The meta-analysis showed that in comparison with EST, patients in the EPBD group were younger (OR = -1.16,95%CI: -1.49 to -0.84, P < 0.01), had lower rate of total stone clearance (OR = 0.64, 95%CI: 0.42 to 0.96, P = 0.03), had a greater use of stone extraction baskets (OR = 1.91,95%CI: 1.41 to 2.59, P < 0.01), experienced a higher incidence of pancreatitis (OR = 2.53, 95%CI: 1.55 to 4.13, P = 0.0002) and a significantly lower incidence of bleeding (OR = 0.12, 95%CI: 0.04 to 0.34, P < 0.01) and acute cholecystitis (OR = 0.41, 95%CI: 0.20 to 0.84, P = 0.02). The total long-term complication rate was also significantly reduced in the EPBD group (OR = 0.53, 95%CI: 0.36 to 0.77, P = 0.0008). These findings also suggest that in patients who experience a greater risk of bleeding, EPBD may be more suitable.
A greater understanding of the advantages and disadvantages of EST and EPBD treatments for the removal of common biliary duct stones allows clinicians to make appropriate treatment decisions for patients.

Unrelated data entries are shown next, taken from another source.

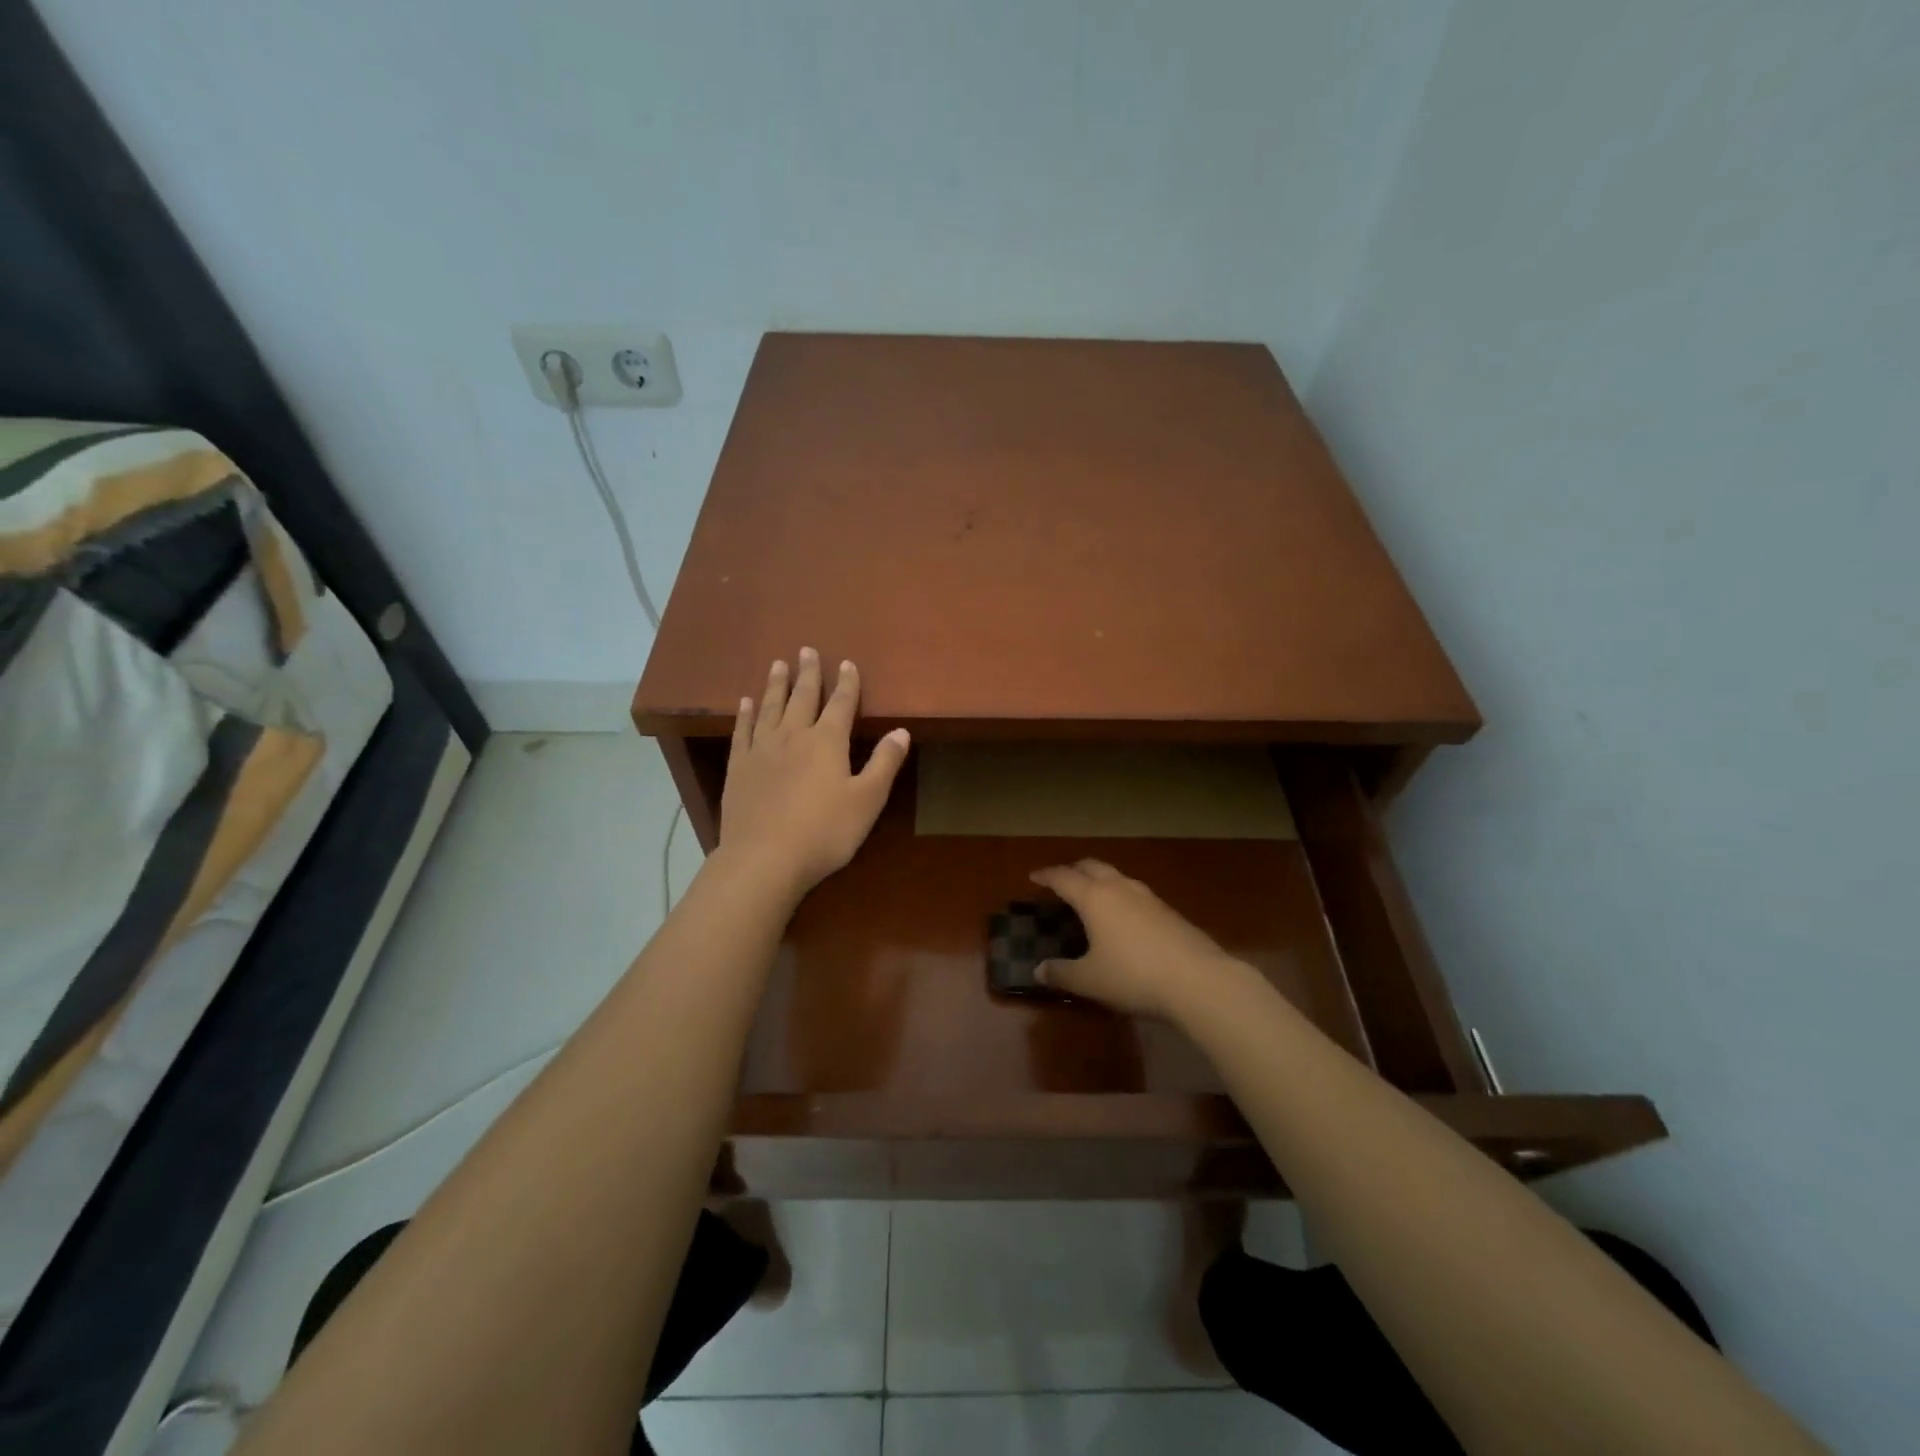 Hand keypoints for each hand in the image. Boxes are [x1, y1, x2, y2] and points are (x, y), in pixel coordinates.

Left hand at [717, 650, 909, 898]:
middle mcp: (793, 735)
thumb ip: (884, 763)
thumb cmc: (824, 831)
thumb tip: (901, 731)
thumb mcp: (867, 800)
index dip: (846, 683)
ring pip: (770, 706)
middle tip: (806, 650)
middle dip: (808, 673)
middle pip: (802, 697)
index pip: (841, 704)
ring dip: (775, 684)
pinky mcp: (738, 767)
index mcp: (827, 741)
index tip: (846, 663)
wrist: (764, 858)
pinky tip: (745, 702)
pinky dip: (745, 713)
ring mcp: (762, 749)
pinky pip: (742, 730)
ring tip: (777, 664)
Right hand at [1027, 860, 1241, 1020]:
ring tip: (1092, 896)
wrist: (1198, 980)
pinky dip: (1120, 896)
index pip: (1063, 878)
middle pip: (1092, 866)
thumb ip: (1062, 973)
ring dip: (1100, 880)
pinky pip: (1135, 893)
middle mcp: (1119, 888)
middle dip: (1073, 870)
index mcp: (1094, 897)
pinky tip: (1123, 918)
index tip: (1033, 876)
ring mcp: (1147, 896)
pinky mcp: (1168, 910)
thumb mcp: (1090, 980)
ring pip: (1117, 876)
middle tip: (1062, 881)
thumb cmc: (1133, 976)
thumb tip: (1038, 970)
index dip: (1046, 876) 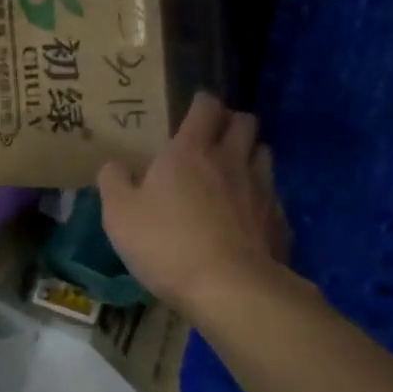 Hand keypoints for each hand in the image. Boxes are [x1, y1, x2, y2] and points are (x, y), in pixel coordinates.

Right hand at [98, 93, 290, 314]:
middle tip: (215, 139)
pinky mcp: (279, 220)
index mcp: (190, 151)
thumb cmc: (166, 243)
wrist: (229, 288)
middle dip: (232, 123)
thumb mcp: (119, 214)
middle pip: (245, 122)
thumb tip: (114, 166)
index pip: (206, 106)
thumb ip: (113, 182)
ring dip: (250, 155)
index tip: (193, 109)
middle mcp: (231, 160)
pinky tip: (247, 217)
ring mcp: (261, 189)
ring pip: (264, 154)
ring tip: (233, 173)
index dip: (201, 103)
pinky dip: (261, 198)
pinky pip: (273, 196) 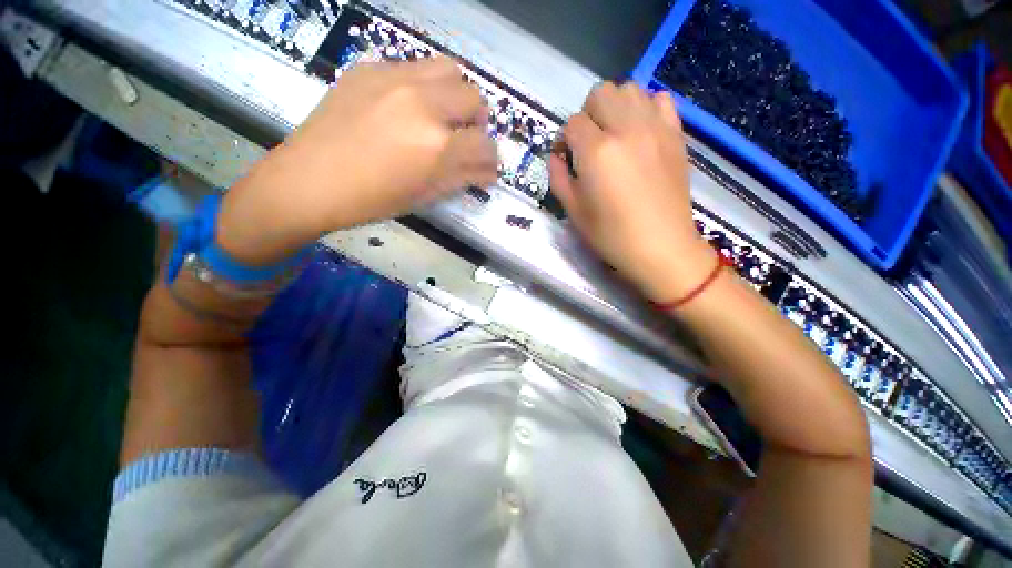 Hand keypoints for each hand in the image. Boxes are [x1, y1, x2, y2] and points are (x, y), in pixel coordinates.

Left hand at [218, 58, 496, 264]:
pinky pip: (414, 68)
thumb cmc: (372, 200)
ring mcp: (394, 78)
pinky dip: (424, 88)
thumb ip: (462, 178)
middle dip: (477, 122)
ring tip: (442, 116)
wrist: (309, 180)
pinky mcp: (370, 68)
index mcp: (435, 146)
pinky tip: (407, 109)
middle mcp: (422, 103)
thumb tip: (488, 171)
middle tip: (465, 139)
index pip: (484, 145)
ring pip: (449, 70)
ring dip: (455, 96)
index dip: (491, 159)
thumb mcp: (425, 195)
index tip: (486, 167)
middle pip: (474, 97)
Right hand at [549, 82, 714, 302]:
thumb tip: (556, 156)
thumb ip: (558, 177)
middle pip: (600, 94)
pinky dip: (646, 107)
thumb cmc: (611, 235)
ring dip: (615, 106)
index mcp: (597, 152)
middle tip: (588, 143)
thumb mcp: (574, 211)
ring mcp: (655, 128)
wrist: (661, 247)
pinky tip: (640, 131)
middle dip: (587, 115)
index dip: (564, 139)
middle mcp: (626, 129)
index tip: (566, 157)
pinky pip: (660, 100)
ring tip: (613, 134)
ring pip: (630, 89)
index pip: (572, 123)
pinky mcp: (675, 134) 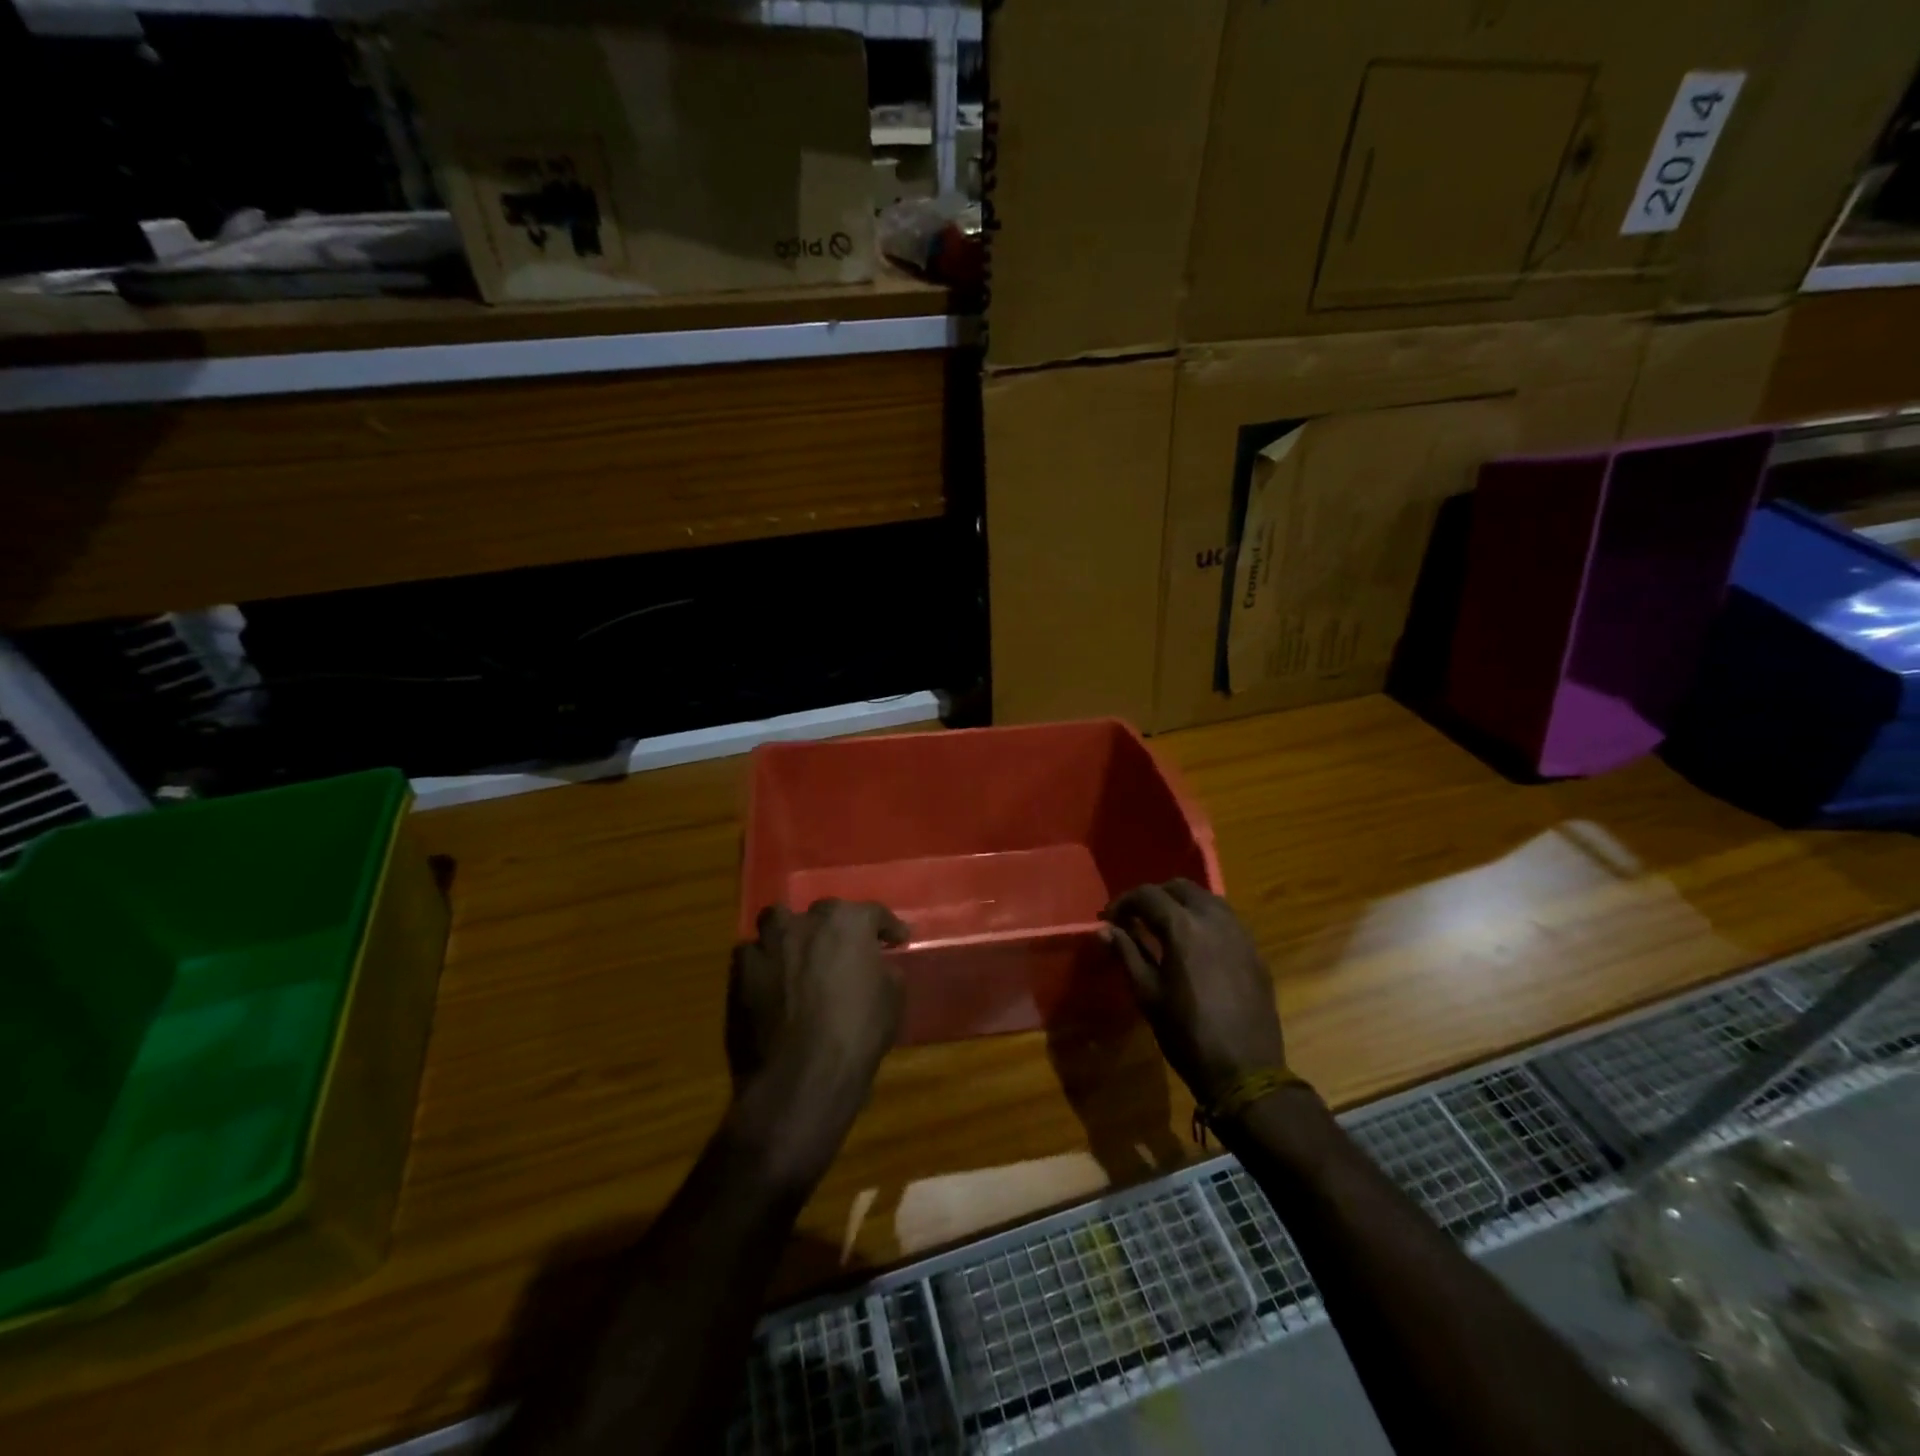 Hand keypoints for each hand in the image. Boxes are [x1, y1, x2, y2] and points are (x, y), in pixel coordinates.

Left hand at [725, 900, 908, 1185]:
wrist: (802, 1074)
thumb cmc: (857, 1033)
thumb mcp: (892, 998)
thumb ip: (883, 970)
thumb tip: (878, 965)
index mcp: (848, 922)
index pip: (873, 913)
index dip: (887, 927)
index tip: (897, 940)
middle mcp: (806, 921)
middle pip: (824, 912)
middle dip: (836, 928)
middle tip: (845, 950)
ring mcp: (769, 944)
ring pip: (778, 921)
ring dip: (790, 933)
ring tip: (799, 953)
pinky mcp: (741, 971)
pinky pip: (753, 954)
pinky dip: (764, 962)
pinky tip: (772, 980)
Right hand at [1102, 879, 1288, 1107]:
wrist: (1246, 1071)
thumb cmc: (1187, 1034)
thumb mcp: (1147, 994)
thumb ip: (1127, 953)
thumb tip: (1105, 930)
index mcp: (1183, 927)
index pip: (1148, 895)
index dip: (1123, 902)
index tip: (1110, 919)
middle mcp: (1214, 920)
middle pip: (1181, 888)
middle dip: (1155, 897)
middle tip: (1136, 918)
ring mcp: (1240, 934)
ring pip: (1208, 899)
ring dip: (1183, 904)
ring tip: (1165, 927)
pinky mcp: (1255, 952)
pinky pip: (1227, 920)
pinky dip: (1206, 920)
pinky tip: (1196, 945)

The authors performed a systematic meta-analysis to investigate the curative effect and safety between EST and EPBD. Compared with EST, in spite of the overall stone clearance rate of EPBD is lower, and the incidence of pancreatitis in the EPBD is higher. EPBD has the advantages to decrease the incidence of long-term complications. For patients experiencing a greater risk of bleeding, EPBD may be more suitable.